I am the vine, you are the branches. Those who abide in me and I in them bear much fruit, because apart from me you can do nothing.” John 15:5 NRSV
I grew up in the urban inner city of Philadelphia, PA, so navigating the terrain of forested areas was not part of my life lesson early on. In her book, Wayfinding: The Science and Mystery of How Humans Navigate the World, M.R. O’Connor discusses wayfinding as the complex process of spatial navigation using memory and natural signs in the surrounding environment to ‘read’ an area to orient oneself in a given direction. Orienting is easier said than done. I’ll never forget the day I set out a bit anxious on the timed land navigation course at Ft. Benning, Georgia, Officer Candidate School. I had failed this course two weeks earlier, and if I was to be commissioned a Second Lieutenant in the United States Army, this was my last chance. I had the land navigation class, I could read a map and use a compass, but what I did not anticipate in the first go-around was a changing landscape that would not necessarily match the map’s topography.
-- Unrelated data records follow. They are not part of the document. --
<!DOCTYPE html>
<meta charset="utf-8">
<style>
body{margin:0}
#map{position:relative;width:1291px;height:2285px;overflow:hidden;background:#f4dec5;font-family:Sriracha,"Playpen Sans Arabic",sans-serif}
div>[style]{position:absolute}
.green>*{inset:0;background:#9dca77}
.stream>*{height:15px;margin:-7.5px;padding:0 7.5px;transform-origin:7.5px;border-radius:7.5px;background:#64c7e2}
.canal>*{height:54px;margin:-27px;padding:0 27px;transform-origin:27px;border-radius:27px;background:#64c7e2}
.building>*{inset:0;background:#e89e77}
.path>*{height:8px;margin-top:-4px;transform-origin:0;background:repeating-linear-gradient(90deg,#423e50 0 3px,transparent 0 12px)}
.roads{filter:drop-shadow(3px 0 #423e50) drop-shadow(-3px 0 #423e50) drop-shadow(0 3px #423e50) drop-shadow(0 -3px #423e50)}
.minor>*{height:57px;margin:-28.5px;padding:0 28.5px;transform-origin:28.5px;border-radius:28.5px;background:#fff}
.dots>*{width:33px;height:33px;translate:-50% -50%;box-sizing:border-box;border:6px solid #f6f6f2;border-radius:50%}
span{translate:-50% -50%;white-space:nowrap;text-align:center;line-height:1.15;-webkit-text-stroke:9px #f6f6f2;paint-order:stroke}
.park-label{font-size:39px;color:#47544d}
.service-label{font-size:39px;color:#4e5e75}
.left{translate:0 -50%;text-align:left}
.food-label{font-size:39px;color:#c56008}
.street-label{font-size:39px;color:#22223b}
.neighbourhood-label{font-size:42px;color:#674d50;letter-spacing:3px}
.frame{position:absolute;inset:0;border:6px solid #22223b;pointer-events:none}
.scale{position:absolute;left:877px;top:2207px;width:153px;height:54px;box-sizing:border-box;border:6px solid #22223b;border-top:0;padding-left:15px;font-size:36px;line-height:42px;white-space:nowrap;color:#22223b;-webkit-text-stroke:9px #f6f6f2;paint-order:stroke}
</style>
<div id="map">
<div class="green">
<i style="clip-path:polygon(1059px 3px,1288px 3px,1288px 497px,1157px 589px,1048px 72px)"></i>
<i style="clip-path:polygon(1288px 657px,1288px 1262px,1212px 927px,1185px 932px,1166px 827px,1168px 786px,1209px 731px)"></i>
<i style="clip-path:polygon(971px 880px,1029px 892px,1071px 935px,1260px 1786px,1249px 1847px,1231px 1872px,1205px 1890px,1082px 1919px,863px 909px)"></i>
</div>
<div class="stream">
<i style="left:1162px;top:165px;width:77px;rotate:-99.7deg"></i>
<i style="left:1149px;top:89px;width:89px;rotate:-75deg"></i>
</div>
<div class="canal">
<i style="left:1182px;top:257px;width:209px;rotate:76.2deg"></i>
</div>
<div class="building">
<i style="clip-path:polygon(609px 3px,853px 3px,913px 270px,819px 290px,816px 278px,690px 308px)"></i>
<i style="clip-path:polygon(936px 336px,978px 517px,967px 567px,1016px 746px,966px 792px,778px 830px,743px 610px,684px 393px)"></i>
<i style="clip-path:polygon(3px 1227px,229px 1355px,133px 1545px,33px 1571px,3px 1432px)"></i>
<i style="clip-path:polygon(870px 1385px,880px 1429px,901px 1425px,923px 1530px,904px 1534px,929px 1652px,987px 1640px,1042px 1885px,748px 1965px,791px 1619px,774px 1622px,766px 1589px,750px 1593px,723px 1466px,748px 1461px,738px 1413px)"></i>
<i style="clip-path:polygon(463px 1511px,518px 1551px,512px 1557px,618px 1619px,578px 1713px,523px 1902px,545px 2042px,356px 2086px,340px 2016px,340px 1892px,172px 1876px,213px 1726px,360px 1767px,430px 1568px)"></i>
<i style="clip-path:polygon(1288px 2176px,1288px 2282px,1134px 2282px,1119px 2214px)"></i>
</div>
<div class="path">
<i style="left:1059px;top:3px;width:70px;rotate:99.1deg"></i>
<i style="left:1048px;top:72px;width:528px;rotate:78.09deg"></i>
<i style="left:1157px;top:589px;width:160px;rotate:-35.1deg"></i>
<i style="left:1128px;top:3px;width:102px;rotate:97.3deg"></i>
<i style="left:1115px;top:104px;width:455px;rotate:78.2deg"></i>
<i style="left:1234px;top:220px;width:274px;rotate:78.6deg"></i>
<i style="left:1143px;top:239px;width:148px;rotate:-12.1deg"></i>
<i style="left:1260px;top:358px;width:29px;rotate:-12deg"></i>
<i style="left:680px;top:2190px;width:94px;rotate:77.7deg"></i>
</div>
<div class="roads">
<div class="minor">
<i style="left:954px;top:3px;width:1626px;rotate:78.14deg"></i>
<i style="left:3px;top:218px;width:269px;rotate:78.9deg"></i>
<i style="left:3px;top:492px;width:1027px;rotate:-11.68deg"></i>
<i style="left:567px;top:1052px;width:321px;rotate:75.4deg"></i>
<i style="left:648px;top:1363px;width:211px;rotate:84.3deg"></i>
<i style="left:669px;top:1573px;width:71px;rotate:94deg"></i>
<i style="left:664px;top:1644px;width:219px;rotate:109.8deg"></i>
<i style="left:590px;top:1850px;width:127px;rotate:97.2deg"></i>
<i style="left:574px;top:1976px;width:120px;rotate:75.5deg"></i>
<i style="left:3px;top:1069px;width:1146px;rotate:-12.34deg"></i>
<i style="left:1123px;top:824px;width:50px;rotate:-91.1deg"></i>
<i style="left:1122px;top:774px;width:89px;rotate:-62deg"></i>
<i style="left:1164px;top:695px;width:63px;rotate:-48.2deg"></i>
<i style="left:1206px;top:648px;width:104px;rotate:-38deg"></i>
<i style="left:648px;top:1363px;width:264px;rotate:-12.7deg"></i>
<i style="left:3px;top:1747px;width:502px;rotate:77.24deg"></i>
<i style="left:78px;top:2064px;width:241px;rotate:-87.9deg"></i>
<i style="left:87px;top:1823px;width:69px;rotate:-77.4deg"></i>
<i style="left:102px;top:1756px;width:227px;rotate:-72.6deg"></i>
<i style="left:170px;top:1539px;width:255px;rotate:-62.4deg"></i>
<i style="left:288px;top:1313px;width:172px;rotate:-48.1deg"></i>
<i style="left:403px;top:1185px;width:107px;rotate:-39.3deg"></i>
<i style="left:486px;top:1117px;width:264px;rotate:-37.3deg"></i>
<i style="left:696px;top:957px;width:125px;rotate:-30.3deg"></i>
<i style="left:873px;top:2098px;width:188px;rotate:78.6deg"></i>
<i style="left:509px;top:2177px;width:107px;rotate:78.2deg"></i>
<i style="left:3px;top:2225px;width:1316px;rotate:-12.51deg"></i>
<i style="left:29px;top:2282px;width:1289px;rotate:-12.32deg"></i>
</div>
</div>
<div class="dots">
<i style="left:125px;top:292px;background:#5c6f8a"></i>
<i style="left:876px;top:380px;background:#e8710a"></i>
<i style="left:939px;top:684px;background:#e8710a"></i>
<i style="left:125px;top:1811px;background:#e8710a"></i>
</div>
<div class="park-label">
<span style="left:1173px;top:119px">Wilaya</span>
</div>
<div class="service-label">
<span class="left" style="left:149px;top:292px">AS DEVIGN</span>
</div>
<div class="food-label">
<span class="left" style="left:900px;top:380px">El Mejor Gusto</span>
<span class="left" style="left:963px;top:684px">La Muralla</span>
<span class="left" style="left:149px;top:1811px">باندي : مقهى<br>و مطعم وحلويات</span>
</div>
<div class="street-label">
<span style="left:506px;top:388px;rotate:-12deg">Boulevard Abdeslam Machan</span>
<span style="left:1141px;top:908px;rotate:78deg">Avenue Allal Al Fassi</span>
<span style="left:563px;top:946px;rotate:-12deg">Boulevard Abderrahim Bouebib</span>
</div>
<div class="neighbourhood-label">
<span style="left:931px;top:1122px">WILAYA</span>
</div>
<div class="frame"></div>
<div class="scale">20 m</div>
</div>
I became flustered the first time and gave up as time ran out.
If we are going to find our way on the Way – this journey with God, we must be committed to cultivating habits and practices that sustain us when everything around us is changing. It can become easy to forget who we are in Christ Jesus when the familiar is no longer easily accessible. Yet, our sincerest desire to abide in faithfulness and love of God and neighbor requires that we persevere and remain steadfast, unmovable, and bound by the grace of God.
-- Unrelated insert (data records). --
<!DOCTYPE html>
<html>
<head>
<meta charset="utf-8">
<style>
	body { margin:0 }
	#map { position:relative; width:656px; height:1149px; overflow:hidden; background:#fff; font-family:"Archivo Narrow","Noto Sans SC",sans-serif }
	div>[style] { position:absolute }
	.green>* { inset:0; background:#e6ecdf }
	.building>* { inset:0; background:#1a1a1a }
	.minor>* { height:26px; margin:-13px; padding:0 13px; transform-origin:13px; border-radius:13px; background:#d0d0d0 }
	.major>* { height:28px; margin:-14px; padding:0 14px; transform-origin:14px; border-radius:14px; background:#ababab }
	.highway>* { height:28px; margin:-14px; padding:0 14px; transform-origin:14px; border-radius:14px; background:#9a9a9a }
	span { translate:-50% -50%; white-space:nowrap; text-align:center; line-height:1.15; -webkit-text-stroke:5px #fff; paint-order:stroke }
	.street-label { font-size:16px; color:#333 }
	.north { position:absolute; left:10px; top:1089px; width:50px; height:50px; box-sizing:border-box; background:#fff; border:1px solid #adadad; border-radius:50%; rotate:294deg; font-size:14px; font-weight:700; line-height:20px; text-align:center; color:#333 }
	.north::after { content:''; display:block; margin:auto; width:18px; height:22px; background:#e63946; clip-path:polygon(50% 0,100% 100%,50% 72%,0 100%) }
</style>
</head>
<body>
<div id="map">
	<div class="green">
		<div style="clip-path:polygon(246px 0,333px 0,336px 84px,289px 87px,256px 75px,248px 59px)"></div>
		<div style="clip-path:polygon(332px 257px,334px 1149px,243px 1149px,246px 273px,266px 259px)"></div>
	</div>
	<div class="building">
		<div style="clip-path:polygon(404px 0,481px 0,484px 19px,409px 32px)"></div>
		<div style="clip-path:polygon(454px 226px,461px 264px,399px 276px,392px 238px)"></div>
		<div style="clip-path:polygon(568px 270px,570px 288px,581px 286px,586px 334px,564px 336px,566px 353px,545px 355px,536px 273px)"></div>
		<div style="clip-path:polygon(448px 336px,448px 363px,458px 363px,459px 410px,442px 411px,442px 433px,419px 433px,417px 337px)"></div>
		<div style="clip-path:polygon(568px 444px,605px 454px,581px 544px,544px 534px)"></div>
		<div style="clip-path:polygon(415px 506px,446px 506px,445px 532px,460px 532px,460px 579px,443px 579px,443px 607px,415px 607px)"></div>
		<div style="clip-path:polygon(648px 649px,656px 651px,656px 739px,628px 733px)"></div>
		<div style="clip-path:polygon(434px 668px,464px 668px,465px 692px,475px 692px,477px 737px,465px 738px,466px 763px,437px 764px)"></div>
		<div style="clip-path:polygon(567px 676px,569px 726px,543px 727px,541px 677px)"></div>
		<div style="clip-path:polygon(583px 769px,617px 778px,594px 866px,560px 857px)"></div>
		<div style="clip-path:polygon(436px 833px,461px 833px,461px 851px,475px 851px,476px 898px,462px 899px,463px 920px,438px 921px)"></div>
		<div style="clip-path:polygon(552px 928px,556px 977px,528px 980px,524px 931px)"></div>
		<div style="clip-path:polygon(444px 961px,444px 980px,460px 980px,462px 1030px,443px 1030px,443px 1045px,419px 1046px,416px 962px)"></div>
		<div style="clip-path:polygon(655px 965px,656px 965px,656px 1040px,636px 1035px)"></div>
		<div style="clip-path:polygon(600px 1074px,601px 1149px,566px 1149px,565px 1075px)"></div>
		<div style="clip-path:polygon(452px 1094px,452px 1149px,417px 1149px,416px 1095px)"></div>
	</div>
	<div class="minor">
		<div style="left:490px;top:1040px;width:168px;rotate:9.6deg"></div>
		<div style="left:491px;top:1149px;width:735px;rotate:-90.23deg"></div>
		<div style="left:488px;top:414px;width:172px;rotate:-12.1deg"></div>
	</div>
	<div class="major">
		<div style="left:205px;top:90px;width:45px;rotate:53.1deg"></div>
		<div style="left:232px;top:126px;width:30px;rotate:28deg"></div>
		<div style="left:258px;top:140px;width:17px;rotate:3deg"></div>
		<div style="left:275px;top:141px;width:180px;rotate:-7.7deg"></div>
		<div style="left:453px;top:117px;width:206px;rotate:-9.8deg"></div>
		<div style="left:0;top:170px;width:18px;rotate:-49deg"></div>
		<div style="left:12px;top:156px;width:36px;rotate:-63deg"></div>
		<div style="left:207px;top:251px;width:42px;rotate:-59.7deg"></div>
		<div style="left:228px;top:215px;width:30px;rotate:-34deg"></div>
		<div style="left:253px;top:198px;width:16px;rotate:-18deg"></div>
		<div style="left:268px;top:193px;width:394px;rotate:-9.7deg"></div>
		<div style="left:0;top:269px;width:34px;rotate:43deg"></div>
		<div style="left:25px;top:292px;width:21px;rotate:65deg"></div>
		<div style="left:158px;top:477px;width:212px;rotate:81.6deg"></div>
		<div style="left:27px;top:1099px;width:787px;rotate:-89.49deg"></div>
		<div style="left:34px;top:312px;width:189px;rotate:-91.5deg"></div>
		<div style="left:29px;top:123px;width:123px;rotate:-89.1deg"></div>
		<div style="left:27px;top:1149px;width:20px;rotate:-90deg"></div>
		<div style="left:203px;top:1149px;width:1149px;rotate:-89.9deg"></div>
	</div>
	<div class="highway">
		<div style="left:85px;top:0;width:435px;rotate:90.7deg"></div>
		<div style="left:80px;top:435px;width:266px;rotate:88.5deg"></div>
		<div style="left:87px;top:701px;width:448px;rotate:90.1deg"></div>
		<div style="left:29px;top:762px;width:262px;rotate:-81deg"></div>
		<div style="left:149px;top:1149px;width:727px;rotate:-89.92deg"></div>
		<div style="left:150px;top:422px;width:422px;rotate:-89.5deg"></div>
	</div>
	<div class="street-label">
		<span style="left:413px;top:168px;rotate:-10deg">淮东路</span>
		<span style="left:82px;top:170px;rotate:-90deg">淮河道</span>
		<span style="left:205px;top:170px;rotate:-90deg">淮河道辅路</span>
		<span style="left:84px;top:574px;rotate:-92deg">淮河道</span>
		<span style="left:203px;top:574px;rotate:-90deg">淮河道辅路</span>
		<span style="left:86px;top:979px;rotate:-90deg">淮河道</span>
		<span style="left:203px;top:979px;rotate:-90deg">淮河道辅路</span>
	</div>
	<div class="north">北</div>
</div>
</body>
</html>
In John 15:5, the writer of John presents Jesus’ strong imperative to the disciples to abide in him, and Christ, in turn, will abide in them. An undeniable mutuality critically defines the relationship of disciple and Savior. One of the ways of abiding is to remain steadfast in prayer, bible study, acts of mercy, and other spiritual disciplines. Embodying daily disciplines of spiritual practices helps undergird our resiliency in challenging times. Faithfull and repeated practicing of spiritual disciplines become like spiritual muscle memory, and you can be assured they will rise to the surface when facing times of uncertainty.
That day, as I set out with my map and compass on this second attempt, instead of panicking, I relied on the practices I had rehearsed over and over, but equally, I relied on my senses to ‘read’ the changing terrain around me.
Have you been faithfully tending to the spiritual disciplines that can sustain you in times of uncertainty?